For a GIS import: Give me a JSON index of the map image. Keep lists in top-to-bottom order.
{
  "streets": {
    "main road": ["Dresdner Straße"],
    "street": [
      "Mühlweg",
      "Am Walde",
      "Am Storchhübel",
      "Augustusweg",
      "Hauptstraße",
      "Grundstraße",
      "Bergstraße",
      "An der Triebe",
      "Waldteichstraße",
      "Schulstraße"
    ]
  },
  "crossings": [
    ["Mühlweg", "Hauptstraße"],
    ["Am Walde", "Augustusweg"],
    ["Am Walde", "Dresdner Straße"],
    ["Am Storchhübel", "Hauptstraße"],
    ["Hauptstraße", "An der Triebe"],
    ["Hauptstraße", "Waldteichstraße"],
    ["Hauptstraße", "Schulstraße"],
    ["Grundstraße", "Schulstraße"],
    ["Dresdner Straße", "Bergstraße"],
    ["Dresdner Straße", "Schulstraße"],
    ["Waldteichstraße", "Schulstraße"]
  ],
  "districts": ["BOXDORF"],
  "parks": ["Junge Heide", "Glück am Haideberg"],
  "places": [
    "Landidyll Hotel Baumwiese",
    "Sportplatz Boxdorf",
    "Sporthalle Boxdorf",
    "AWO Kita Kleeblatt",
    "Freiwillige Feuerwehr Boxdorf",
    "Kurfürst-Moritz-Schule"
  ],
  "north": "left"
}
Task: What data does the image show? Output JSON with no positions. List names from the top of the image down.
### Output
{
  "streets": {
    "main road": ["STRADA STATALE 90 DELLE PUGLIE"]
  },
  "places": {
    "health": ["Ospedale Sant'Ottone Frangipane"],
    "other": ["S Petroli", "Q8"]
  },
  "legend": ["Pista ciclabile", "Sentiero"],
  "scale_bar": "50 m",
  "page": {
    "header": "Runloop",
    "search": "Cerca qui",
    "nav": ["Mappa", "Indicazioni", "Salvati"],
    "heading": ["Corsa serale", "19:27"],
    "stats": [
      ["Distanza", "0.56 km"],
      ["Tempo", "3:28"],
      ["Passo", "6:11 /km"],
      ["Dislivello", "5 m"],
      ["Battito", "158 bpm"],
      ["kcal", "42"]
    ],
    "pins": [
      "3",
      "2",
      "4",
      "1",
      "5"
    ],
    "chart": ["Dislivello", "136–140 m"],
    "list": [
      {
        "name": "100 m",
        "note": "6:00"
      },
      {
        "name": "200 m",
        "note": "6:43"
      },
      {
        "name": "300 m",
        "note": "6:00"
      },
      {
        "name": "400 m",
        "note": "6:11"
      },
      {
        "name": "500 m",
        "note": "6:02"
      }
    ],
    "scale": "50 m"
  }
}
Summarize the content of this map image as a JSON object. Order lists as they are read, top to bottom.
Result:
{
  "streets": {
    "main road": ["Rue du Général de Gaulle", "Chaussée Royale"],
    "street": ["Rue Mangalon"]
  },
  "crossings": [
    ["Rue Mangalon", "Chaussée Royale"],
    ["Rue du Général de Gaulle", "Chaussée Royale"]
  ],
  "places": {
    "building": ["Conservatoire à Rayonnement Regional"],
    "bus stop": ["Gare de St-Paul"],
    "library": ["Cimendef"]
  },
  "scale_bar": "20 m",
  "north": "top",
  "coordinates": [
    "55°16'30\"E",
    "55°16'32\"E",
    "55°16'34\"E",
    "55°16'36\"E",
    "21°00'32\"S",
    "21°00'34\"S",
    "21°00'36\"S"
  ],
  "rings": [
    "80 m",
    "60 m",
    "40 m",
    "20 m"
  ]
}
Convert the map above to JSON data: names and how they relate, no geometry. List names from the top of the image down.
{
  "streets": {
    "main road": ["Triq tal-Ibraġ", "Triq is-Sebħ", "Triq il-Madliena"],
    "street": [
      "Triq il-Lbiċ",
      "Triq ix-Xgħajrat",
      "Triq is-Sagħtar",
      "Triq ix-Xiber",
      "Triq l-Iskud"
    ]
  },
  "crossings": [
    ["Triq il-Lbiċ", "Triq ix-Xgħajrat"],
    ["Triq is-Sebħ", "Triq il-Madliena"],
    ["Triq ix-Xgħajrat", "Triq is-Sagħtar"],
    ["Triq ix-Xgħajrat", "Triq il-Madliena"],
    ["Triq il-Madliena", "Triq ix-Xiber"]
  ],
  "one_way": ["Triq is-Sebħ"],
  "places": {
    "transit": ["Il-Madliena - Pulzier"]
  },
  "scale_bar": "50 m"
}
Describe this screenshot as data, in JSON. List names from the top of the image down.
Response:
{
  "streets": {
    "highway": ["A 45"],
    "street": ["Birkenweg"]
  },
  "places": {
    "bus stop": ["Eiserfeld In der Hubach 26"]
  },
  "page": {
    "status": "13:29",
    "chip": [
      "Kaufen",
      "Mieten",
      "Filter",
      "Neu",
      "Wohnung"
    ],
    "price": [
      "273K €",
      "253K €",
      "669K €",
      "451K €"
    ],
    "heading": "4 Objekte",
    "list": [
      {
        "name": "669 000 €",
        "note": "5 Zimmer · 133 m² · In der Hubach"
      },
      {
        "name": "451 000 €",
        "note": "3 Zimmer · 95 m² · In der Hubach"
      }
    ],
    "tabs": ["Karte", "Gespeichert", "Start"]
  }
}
————————
» **What is expected**
Repeat each record verbatim.

» **Answer to the exercise**
For a GIS import: Give me a JSON index of the map image. Keep lists in top-to-bottom order.
{
  "streets": {
    "main road": ["Dresdner Straße"],
    "street": [
      "Mühlweg",
      "Am Walde",
      "Am Storchhübel",
      "Augustusweg",
      "Hauptstraße",
      "Grundstraße",
      "Bergstraße",
      "An der Triebe",
      "Waldteichstraße",
      "Schulstraße"
    ]
  },
  "crossings": [
    ["Mühlweg", "Hauptstraße"],
    ["Am Walde", "Augustusweg"],
    ["Am Walde", "Dresdner Straße"],
    ["Am Storchhübel", "Hauptstraße"],
    ["Hauptstraße", "An der Triebe"],
    ["Hauptstraße", "Waldteichstraße"],
    ["Hauptstraße", "Schulstraße"],
    ["Grundstraße", "Schulstraße"],
    ["Dresdner Straße", "Bergstraße"],
    ["Dresdner Straße", "Schulstraße"],
    ["Waldteichstraße", "Schulstraße"]
  ],
  "districts": ["BOXDORF"],
  "parks": ["Junge Heide", "Glück am Haideberg"],
  "places": [
    "Landidyll Hotel Baumwiese",
    "Sportplatz Boxdorf",
    "Sporthalle Boxdorf",
    "AWO Kita Kleeblatt",
    "Freiwillige Feuerwehr Boxdorf",
    "Kurfürst-Moritz-Schule"
  ],
  "north": "left"
}
Task: What data does the image show? Output JSON with no positions. List names from the top of the image down.
### Output
{
  "streets": {
    "main road": ["STRADA STATALE 90 DELLE PUGLIE"]
  },
  "places": {
    "health": ["Ospedale Sant'Ottone Frangipane"],
    "other": ["S Petroli", "Q8"]
  },
  "legend": ["Pista ciclabile", "Sentiero"],
  "scale_bar": "50 m",
  "page": {
    "header": "Runloop",
    "search": "Cerca qui",
    "nav": ["Mappa", "Indicazioni", "Salvati"],
    "heading": ["Corsa serale", "19:27"],
    "stats": [
      ["Distanza", "0.56 km"],
      ["Tempo", "3:28"],
      ["Passo", "6:11 /km"],
      ["Dislivello", "5 m"],
      ["Battito", "158 bpm"],
      ["kcal", "42"]
    ],
    "pins": [
      "3",
      "2",
      "4",
      "1",
      "5"
    ],
    "chart": ["Dislivello", "136–140 m"],
    "list": [
      {
        "name": "100 m",
        "note": "6:00"
      },
      {
        "name": "200 m",
        "note": "6:43"
      },
      {
        "name": "300 m",
        "note": "6:00"
      },
      {
        "name": "400 m",
        "note": "6:11"
      },
      {
        "name": "500 m",
        "note": "6:02"
      }
    ],
    "scale": "50 m"
  }
}
Summarize the content of this map image as a JSON object. Order lists as they are read, top to bottom.
Result:
{
  "streets": {
    "main road": ["Rue du Général de Gaulle", "Chaussée Royale"],
    "street": ["Rue Mangalon"]
  },
  "crossings": [
    ["Rue Mangalon", "Chaussée Royale"],
    ["Rue du Général de Gaulle", "Chaussée Royale"]
  ],
  "places": {
    "building": ["Conservatoire à Rayonnement Regional"],
    "bus stop": ["Gare de St-Paul"],
    "library": ["Cimendef"]
  },
  "scale_bar": "20 m",
  "north": "top",
  "coordinates": [
    "55°16'30\"E",
    "55°16'32\"E",
    "55°16'34\"E",
    "55°16'36\"E",
    "21°00'32\"S",
    "21°00'34\"S",
    "21°00'36\"S"
  ],
  "rings": [
    "80 m",
    "60 m",
    "40 m",
    "20 m"
  ]
}
Convert the map above to JSON data: names and how they relate, no geometry. List names from the top of the image down.
{
  "streets": {
    "main road": ["Triq tal-Ibraġ", "Triq is-Sebħ", "Triq il-Madliena"],
    "street": [
      "Triq il-Lbiċ",
      "Triq ix-Xgħajrat",
      "Triq is-Sagħtar",
      "Triq ix-Xiber",
      "Triq l-Iskud"
    ]
  },
  "crossings": [
    ["Triq il-Lbiċ", "Triq ix-Xgħajrat"],
    ["Triq is-Sebħ", "Triq il-Madliena"],
    ["Triq ix-Xgħajrat", "Triq is-Sagħtar"],
    ["Triq ix-Xgħajrat", "Triq il-Madliena"],
    ["Triq il-Madliena", "Triq ix-Xiber"]
  ],
  "one_way": ["Triq is-Sebħ"],
  "places": {
    "transit": ["Il-Madliena - Pulzier"]
  },
  "scale_bar": "50 m"
}
Describe this screenshot as data, in JSON. List names from the top of the image down.
Response:
{
  "streets": {
    "highway": ["A 45"],
    "street": ["Birkenweg"]
  },
  "places": {
    "bus stop": ["Eiserfeld In der Hubach 26"]
  },
  "page": {
    "status": "13:29",
    "chip": [
      "Kaufen",
      "Mieten",
      "Filter",
      "Neu",
      "Wohnung"
    ],
    "price": [
      "273K €",
      "253K €",
      "669K €",
      "451K €"
    ],
    "heading": "4 Objekte",
    "list": [
      {
        "name": "669 000 €",
        "note": "5 Zimmer · 133 m² · In der Hubach"
      },
      {
        "name": "451 000 €",
        "note": "3 Zimmer · 95 m² · In der Hubach"
      }
    ],
    "tabs": ["Karte", "Gespeichert", "Start"]
  }
}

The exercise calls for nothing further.